=== TASK STATEMENT ===
Only the lines below starting at the one containing "x r add y moveto" and ending at the one containing "gsave /was 0 def" belong in the answer, each copied exactly.
Start of EXERCISE MATERIALS
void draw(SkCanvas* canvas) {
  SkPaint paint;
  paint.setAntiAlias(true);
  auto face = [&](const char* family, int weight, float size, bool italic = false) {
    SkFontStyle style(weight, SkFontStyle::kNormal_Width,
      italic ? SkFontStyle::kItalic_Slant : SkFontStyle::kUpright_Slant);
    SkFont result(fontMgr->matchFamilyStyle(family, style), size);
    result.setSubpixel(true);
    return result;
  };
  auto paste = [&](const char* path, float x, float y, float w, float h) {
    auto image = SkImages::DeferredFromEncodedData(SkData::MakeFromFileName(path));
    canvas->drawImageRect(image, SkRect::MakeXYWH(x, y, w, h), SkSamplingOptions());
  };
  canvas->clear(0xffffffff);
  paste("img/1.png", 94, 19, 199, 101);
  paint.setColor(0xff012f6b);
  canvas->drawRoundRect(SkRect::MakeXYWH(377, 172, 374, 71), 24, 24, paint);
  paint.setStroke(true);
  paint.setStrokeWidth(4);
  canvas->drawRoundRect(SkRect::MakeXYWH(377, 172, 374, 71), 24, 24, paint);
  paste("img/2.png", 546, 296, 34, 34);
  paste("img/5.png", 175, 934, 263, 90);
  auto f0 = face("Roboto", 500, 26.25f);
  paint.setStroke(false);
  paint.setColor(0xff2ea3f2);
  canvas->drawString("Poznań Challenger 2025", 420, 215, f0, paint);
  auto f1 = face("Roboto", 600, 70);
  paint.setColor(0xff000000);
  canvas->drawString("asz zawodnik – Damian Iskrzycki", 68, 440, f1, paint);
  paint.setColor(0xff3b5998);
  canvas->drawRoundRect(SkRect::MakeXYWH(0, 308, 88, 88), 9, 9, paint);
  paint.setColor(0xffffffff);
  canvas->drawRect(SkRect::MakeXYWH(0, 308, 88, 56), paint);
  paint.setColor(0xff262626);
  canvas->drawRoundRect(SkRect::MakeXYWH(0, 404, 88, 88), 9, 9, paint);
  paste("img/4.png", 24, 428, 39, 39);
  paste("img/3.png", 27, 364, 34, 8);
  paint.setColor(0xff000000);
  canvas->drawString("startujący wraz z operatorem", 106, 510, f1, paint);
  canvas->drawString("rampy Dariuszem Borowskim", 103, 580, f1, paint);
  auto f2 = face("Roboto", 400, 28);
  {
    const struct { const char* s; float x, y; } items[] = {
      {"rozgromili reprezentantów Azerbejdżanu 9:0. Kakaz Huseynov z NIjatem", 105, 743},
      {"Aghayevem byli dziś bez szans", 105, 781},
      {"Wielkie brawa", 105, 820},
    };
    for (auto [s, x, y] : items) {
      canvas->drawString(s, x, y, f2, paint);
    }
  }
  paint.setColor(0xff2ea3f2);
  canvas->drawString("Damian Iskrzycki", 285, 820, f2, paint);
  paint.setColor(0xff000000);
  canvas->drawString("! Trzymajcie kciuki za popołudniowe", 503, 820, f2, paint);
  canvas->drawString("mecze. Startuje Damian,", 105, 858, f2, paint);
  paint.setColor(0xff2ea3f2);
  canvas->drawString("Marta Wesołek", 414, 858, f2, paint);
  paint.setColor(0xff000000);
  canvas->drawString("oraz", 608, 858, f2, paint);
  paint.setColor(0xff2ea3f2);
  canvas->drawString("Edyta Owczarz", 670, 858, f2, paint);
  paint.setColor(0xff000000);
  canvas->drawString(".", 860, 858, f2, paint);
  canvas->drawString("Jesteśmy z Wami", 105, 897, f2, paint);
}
End of EXERCISE MATERIALS
Start of EXERCISE MATERIALS
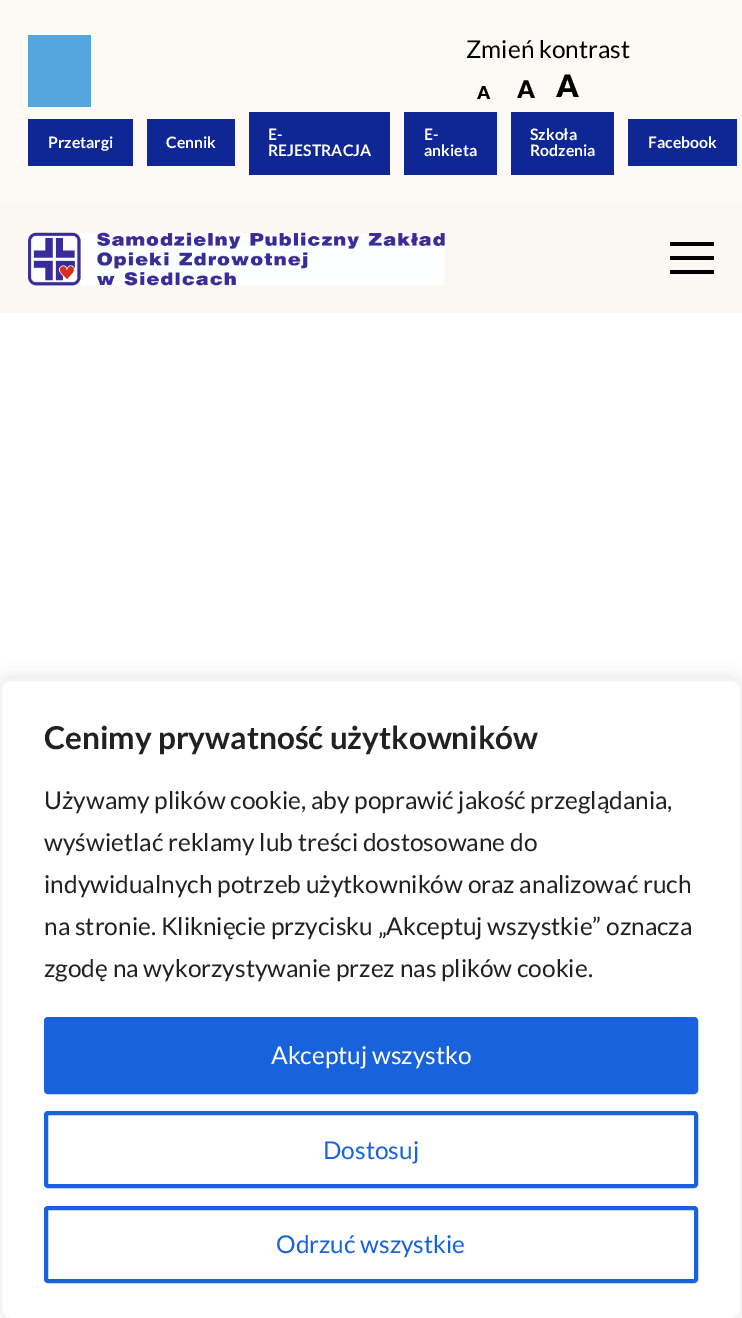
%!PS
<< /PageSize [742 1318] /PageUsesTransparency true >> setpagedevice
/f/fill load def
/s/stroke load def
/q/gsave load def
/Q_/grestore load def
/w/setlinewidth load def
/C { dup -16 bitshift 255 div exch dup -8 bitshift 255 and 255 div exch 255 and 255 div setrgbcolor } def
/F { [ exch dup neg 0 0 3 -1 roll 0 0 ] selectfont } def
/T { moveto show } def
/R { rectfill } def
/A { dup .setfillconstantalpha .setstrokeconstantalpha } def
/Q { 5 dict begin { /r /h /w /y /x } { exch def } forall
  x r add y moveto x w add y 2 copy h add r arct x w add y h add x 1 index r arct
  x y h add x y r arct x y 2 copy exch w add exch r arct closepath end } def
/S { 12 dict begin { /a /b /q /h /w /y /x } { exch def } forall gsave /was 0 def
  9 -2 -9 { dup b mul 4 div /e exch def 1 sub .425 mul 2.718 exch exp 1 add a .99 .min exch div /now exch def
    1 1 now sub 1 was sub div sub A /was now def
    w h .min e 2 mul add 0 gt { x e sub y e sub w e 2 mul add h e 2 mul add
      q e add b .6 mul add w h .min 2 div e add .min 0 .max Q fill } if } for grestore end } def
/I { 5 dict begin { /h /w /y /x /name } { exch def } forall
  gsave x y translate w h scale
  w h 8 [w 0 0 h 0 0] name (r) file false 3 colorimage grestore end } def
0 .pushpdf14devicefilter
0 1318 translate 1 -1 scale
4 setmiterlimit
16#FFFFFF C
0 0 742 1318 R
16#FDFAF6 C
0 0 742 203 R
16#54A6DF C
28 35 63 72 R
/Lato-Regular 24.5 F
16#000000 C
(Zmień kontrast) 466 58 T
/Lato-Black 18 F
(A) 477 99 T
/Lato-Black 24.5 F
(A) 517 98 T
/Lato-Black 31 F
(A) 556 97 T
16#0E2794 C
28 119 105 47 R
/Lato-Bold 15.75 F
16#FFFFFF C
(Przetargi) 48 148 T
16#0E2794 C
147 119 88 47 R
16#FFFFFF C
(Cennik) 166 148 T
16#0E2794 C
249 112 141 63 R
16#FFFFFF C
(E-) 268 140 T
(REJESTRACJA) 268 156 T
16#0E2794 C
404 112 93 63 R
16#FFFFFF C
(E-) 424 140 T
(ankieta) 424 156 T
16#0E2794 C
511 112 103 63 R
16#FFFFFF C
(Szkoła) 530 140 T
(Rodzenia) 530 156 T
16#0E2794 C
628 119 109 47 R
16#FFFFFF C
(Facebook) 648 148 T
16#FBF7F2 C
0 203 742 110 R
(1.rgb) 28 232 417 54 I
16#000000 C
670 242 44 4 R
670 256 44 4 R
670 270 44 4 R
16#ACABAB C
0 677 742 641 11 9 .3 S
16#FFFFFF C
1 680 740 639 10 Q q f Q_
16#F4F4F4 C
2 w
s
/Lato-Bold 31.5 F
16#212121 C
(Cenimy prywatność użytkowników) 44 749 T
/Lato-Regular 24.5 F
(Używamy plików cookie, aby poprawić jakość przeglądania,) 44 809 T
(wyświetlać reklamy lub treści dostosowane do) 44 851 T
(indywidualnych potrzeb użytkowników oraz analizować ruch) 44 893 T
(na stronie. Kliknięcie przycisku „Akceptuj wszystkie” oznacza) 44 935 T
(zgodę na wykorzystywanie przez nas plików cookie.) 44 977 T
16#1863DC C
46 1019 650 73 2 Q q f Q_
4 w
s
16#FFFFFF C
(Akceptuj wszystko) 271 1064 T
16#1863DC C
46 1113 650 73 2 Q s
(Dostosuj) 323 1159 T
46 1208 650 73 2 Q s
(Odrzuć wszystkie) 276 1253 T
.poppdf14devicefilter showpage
End of EXERCISE MATERIALS
=== EXPECTED ANSWER ===
  x r add y moveto x w add y 2 copy h add r arct x w add y h add x 1 index r arct
  x y h add x y r arct x y 2 copy exch w add exch r arct closepath end } def
/S { 12 dict begin { /a /b /q /h /w /y /x } { exch def } forall gsave /was 0 def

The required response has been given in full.